Yavuz: Osmanlı’nın Başına Çuval Geçiren Padişah

Kazim Balaban / Viyana

Emevilerin getirdiği İslam Anlayışına, Arap İslamı veya Araplara özgü bir İslam diye değerlendirme yapan anlayışları sorgulayıp, bu İslamı Hilafete büründürüp Çaldıran’da Şah İsmail ile yaptığı savaş sonrası Osmanlının başına bela eden Sultan Yavuz’u başka açılardan da irdeleyebiliriz. Bunun için önce Arap kavimlerine kısaca göz atalım.
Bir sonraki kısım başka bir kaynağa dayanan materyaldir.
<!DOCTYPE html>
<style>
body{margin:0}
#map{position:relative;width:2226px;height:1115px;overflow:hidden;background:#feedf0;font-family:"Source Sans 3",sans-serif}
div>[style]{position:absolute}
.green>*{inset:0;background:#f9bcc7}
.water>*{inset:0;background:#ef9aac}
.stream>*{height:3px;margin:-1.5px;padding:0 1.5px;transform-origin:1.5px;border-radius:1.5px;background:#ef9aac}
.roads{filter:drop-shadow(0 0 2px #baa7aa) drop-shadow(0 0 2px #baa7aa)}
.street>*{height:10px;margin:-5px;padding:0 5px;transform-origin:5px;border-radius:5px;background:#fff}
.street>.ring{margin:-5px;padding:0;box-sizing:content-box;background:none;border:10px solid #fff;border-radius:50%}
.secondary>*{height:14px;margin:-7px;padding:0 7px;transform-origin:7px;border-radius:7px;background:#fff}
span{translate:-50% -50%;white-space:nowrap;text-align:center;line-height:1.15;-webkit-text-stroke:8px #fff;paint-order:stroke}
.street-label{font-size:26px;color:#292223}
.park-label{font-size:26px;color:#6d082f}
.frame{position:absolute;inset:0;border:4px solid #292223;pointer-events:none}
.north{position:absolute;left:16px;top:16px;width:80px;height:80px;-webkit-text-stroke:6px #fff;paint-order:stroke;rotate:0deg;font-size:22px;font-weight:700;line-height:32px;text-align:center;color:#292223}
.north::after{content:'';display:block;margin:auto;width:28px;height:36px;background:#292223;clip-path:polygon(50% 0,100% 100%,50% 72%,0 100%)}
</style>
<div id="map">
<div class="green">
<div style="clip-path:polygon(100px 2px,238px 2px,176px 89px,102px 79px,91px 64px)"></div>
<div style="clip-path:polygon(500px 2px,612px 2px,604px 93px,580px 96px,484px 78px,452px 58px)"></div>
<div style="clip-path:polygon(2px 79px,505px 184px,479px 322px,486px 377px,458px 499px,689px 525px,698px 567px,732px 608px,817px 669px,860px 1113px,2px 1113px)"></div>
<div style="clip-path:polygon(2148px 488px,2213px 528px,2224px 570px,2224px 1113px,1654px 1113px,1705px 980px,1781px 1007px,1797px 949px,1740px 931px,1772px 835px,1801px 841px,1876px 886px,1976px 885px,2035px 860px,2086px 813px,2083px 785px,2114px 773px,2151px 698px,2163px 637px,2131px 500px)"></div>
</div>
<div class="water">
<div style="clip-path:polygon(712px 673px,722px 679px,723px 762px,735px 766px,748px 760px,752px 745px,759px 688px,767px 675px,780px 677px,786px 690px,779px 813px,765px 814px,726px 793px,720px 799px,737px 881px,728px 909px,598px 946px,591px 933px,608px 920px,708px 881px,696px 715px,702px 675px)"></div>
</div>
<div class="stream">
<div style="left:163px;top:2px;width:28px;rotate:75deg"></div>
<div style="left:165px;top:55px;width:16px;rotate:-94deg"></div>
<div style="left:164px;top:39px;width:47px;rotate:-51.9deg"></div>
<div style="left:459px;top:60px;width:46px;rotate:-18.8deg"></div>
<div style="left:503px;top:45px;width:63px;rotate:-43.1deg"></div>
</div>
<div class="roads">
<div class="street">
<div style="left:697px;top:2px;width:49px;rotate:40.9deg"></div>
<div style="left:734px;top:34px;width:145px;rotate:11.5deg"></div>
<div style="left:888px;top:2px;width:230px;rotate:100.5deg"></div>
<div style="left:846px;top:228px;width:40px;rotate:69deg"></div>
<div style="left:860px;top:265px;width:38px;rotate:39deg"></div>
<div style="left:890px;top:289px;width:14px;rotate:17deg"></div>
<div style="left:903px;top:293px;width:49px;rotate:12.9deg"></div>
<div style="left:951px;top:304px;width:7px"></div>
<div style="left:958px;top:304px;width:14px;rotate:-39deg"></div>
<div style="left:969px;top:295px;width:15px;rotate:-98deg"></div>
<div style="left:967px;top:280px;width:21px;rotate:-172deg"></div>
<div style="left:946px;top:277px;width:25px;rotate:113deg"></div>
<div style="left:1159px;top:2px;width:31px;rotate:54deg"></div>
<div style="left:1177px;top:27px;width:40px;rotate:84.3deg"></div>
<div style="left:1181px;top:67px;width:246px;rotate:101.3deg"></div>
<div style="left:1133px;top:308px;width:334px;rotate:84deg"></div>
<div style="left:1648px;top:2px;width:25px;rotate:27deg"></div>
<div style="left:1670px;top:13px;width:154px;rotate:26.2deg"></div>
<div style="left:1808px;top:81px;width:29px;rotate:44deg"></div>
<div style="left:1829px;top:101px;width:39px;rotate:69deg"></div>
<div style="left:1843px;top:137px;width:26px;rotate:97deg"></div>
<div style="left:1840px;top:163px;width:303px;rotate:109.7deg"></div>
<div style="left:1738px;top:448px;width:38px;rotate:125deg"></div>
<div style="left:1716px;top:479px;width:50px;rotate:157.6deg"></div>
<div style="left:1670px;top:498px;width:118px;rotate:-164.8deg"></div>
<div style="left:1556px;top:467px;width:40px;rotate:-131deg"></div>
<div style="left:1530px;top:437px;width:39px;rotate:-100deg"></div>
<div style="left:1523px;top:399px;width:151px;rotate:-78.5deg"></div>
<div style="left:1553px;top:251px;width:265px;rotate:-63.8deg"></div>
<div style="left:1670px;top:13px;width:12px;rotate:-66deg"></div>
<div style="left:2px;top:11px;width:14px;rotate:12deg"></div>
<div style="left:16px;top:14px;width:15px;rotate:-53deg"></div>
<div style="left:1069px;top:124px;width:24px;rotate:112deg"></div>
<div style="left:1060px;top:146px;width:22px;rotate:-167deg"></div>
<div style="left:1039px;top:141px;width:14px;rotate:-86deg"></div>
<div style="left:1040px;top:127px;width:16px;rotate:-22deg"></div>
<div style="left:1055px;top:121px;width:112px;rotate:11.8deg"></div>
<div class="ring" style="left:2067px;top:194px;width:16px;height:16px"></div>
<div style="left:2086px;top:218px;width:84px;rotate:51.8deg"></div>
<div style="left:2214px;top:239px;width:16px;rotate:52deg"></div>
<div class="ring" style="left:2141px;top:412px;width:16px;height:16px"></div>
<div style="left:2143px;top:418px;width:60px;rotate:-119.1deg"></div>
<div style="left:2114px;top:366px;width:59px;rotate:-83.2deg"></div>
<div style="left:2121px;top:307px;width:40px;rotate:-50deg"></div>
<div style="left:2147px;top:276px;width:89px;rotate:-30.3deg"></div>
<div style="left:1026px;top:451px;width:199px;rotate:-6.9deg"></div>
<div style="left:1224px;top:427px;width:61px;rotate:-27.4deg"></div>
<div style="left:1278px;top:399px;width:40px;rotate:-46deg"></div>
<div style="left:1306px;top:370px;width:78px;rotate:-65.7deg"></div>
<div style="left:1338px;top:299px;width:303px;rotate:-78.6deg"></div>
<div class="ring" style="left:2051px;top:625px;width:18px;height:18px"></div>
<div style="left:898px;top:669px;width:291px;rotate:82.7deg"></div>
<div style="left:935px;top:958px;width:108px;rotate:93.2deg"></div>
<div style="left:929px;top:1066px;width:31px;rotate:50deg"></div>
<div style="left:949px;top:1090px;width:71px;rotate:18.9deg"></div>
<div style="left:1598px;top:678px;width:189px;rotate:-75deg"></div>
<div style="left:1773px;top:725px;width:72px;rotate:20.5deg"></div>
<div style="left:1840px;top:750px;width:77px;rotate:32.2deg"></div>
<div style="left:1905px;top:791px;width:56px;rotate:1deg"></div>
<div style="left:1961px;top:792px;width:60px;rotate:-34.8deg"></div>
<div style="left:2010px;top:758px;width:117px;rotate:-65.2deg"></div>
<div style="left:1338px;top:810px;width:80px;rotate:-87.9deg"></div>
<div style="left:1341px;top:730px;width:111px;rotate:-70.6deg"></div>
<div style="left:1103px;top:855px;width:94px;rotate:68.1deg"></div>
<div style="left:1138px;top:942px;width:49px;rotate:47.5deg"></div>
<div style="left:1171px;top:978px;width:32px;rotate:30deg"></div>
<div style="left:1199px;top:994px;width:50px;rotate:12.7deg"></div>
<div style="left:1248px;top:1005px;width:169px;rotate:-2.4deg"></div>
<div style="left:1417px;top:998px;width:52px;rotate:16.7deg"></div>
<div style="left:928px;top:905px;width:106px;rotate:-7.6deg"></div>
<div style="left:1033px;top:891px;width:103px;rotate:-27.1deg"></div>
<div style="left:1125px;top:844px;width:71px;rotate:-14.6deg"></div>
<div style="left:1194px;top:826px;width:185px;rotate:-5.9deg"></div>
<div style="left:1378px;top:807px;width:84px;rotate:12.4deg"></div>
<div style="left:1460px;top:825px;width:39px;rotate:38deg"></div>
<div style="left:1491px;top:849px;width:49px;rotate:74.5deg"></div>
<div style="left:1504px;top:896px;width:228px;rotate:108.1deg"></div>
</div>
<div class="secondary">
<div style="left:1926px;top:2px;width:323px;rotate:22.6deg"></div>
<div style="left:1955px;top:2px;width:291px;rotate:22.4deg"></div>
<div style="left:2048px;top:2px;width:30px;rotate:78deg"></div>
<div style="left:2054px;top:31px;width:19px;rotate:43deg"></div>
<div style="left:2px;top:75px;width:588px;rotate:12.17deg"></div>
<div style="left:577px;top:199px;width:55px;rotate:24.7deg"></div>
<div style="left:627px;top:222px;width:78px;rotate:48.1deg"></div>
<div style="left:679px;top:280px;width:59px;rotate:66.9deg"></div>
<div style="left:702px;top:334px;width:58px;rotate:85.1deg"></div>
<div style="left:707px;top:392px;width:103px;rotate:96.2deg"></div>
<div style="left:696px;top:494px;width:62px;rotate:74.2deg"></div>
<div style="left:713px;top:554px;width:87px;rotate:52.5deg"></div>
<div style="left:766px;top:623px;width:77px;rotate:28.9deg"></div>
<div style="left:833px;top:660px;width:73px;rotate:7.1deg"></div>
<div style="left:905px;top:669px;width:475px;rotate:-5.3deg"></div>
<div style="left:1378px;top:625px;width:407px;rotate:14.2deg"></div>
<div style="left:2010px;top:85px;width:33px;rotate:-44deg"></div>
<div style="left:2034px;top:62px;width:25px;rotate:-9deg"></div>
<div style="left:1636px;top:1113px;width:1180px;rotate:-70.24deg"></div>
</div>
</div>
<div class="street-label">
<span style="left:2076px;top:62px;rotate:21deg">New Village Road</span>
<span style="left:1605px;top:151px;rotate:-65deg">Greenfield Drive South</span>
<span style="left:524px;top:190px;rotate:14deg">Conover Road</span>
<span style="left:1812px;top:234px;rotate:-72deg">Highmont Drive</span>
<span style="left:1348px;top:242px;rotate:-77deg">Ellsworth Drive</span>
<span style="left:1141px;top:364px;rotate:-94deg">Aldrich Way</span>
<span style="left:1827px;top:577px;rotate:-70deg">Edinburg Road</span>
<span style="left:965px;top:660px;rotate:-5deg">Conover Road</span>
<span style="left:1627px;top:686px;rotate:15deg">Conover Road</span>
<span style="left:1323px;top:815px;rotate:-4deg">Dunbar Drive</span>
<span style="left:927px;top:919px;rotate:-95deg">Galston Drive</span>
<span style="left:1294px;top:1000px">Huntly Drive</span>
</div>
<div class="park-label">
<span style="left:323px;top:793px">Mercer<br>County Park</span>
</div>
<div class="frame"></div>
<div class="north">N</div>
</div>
Bir çok insan Arap coğragyasına ve onların yaşadığı sefil yaşama bakarak İslam dinini Araplarla özdeşleştiriyor. Bu büyük bir yanılgıdır. Tarih sayfaları, Arap kavimlerinin dünyanın en büyük medeniyetlerini oluşturan bir çok açıdan son derece dinamik bir toplum olduğunu gösteriyor. Arapların yaşadığı alanlar olan Kuzey Afrika, Mısır, Arap yarımadası ve Mezopotamya coğrafyalarına baktığımız da, İslamın bu topraklara egemen olmasında sonra tahribattan kurtulan verilerle bunun kanıtlanması mümkündür.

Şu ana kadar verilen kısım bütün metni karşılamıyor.